* _Stored data entries_
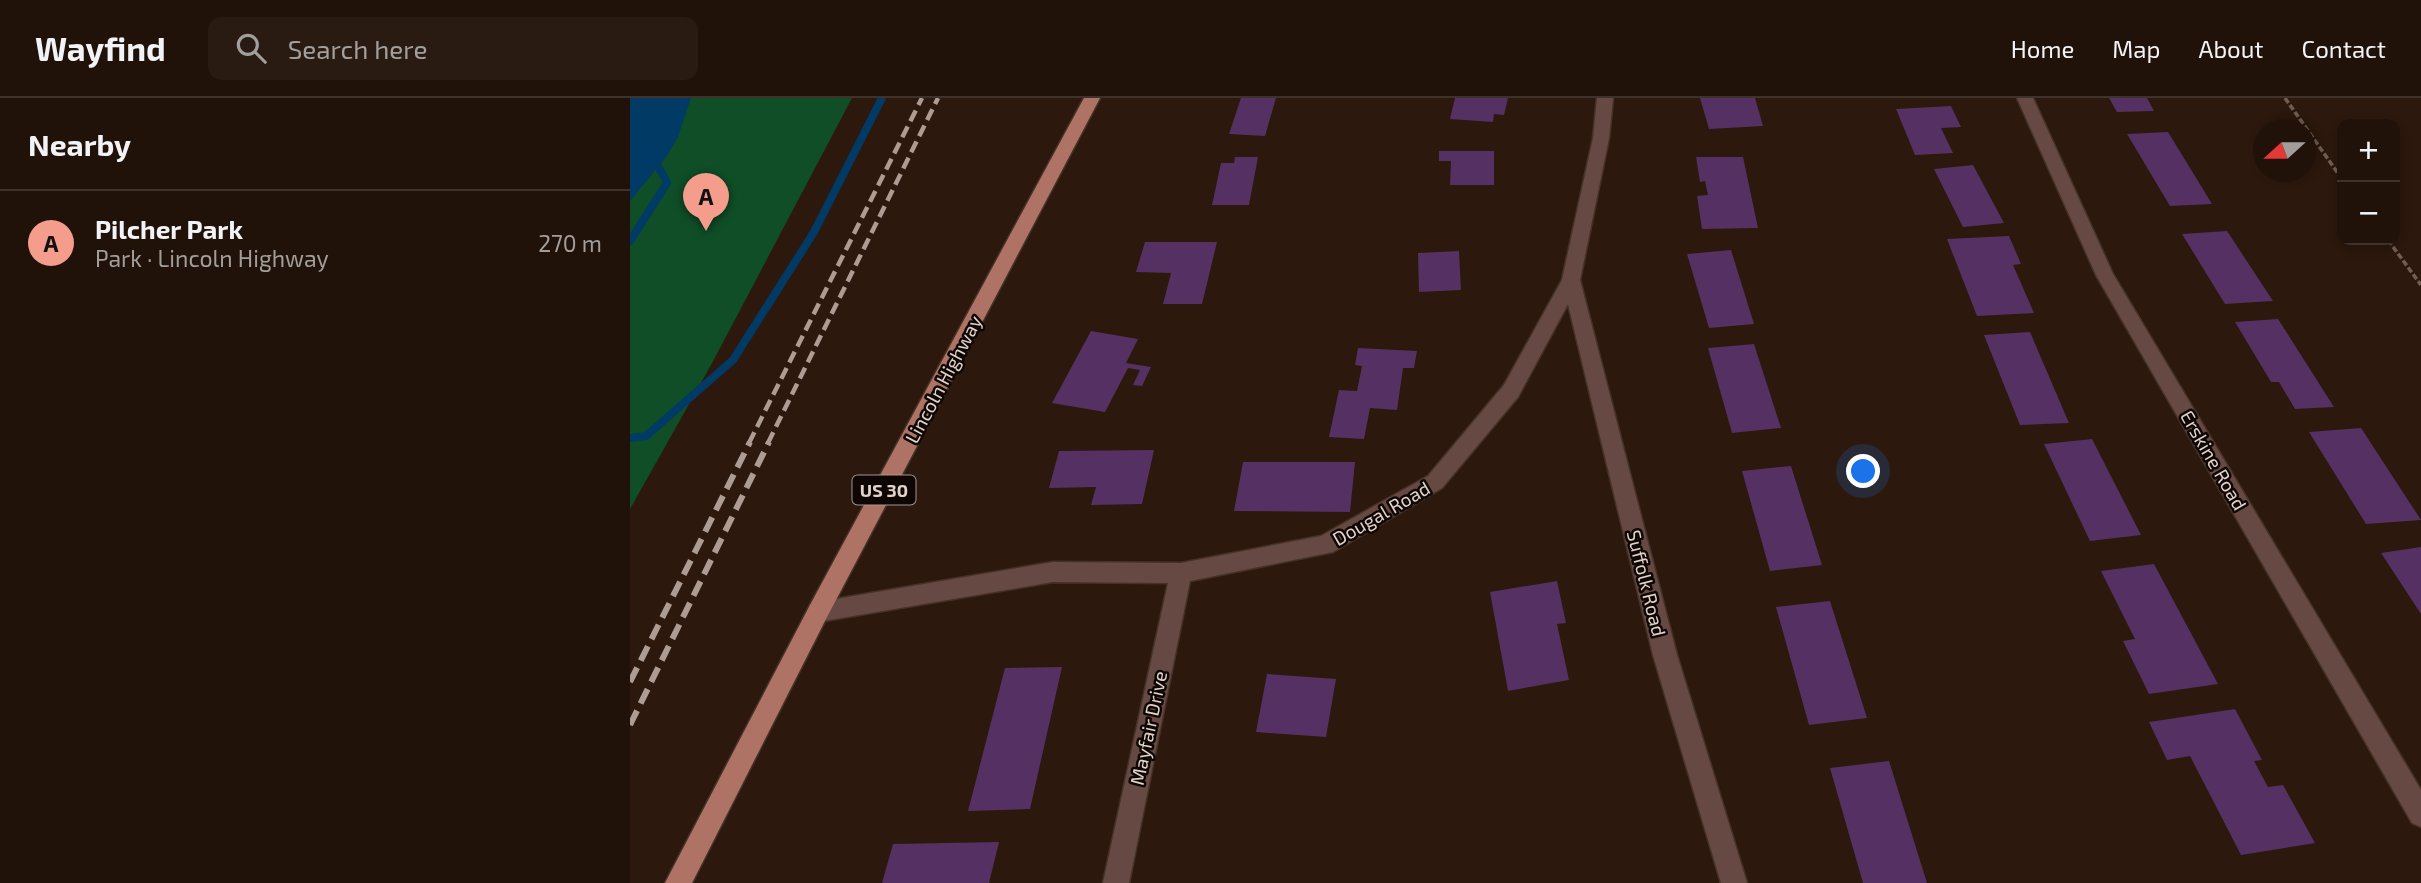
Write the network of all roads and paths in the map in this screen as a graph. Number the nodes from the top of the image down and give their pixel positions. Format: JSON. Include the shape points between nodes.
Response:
{"nodes":[{"id":1,"x":1092,"y":98,"type":"edge"},
{"id":2,"x":1605,"y":98,"type":"edge"},
{"id":3,"x":2025,"y":98,"type":"edge"},
{"id":4,"x":2285,"y":98,"type":"edge"},
{"id":5,"x":2337,"y":172,"type":"edge"},
{"id":6,"x":2392,"y":245,"type":"edge"},
{"id":7,"x":1571,"y":280,"type":"junction"},
{"id":8,"x":2421,"y":285,"type":"edge"},
{"id":9,"x":1181,"y":573,"type":"junction"},
{"id":10,"x":818,"y":612,"type":"junction"},
{"id":11,"x":2421,"y":814,"type":"edge"},
{"id":12,"x":678,"y":883,"type":"edge"},
{"id":13,"x":1116,"y":883,"type":"edge"},
{"id":14,"x":1734,"y":883,"type":"edge"}],
"edges":[{"from":1,"to":10,"type":"main road","name":"Lincoln Highway","number":"US 30"},
{"from":2,"to":7,"type":"street","name":"Dougal Road"},
{"from":3,"to":11,"type":"street","name":"Erskine Road","via":[[2105,275]]},
{"from":4,"to":5,"type":"path"},
{"from":6,"to":8,"type":"path"},
{"from":7,"to":9,"type":"street","name":"Dougal Road","via":[[1511,391],[1436,482],[1325,545]]},
{"from":7,"to":14,"type":"street","name":"Suffolk Road","via":[[1665,655]]},
{"from":9,"to":10,"type":"street","name":"Dougal Road","via":[[1053,572]]},
{"from":9,"to":13,"type":"street","name":"Mayfair Drive"},
{"from":10,"to":12,"type":"main road","name":"Lincoln Highway","number":"US 30"}]}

* _WORK INSTRUCTIONS_
The answer consists of the records repeated exactly, without any images.

* _THE COMPLETED TASK_
Write the network of all roads and paths in the map in this screen as a graph. Number the nodes from the top of the image down and give their pixel positions. Format: JSON. Include the shape points between nodes.
Response:
{"nodes":[{"id":1,"x":1092,"y":98,"type":"edge"},
{"id":2,"x":1605,"y":98,"type":"edge"},
{"id":3,"x":2025,"y":98,"type":"edge"},
{"id":4,"x":2285,"y":98,"type":"edge"},
{"id":5,"x":2337,"y":172,"type":"edge"},
{"id":6,"x":2392,"y":245,"type":"edge"},
{"id":7,"x":1571,"y":280,"type":"junction"},
{"id":8,"x":2421,"y":285,"type":"edge"},
{"id":9,"x":1181,"y":573,"type":"junction"},
{"id":10,"x":818,"y":612,"type":"junction"},
{"id":11,"x":2421,"y":814,"type":"edge"},
{"id":12,"x":678,"y":883,"type":"edge"},
{"id":13,"x":1116,"y":883,"type":"edge"},
{"id":14,"x":1734,"y":883,"type":"edge"}],
"edges":[{"from":1,"to":10,"type":"main road","name":"Lincoln Highway","number":"US 30"},
{"from":2,"to":7,"type":"street","name":"Dougal Road"},
{"from":3,"to":11,"type":"street","name":"Erskine Road","via":[[2105,275]]},
{"from":4,"to":5,"type":"path"},
{"from":6,"to":8,"type":"path"},
{"from":7,"to":9,"type":"street","name":"Dougal Road","via":[[1511,391],[1436,482],[1325,545]]},
{"from":7,"to":14,"type":"street","name":"Suffolk Road","via":[[1665,655]]},
{"from":9,"to":10,"type":"street","name":"Dougal Road","via":[[1053,572]]},
{"from":9,"to":13,"type":"street","name":"Mayfair Drive"},
{"from":10,"to":12,"type":"main road","name":"Lincoln Highway","number":"US 30"}]}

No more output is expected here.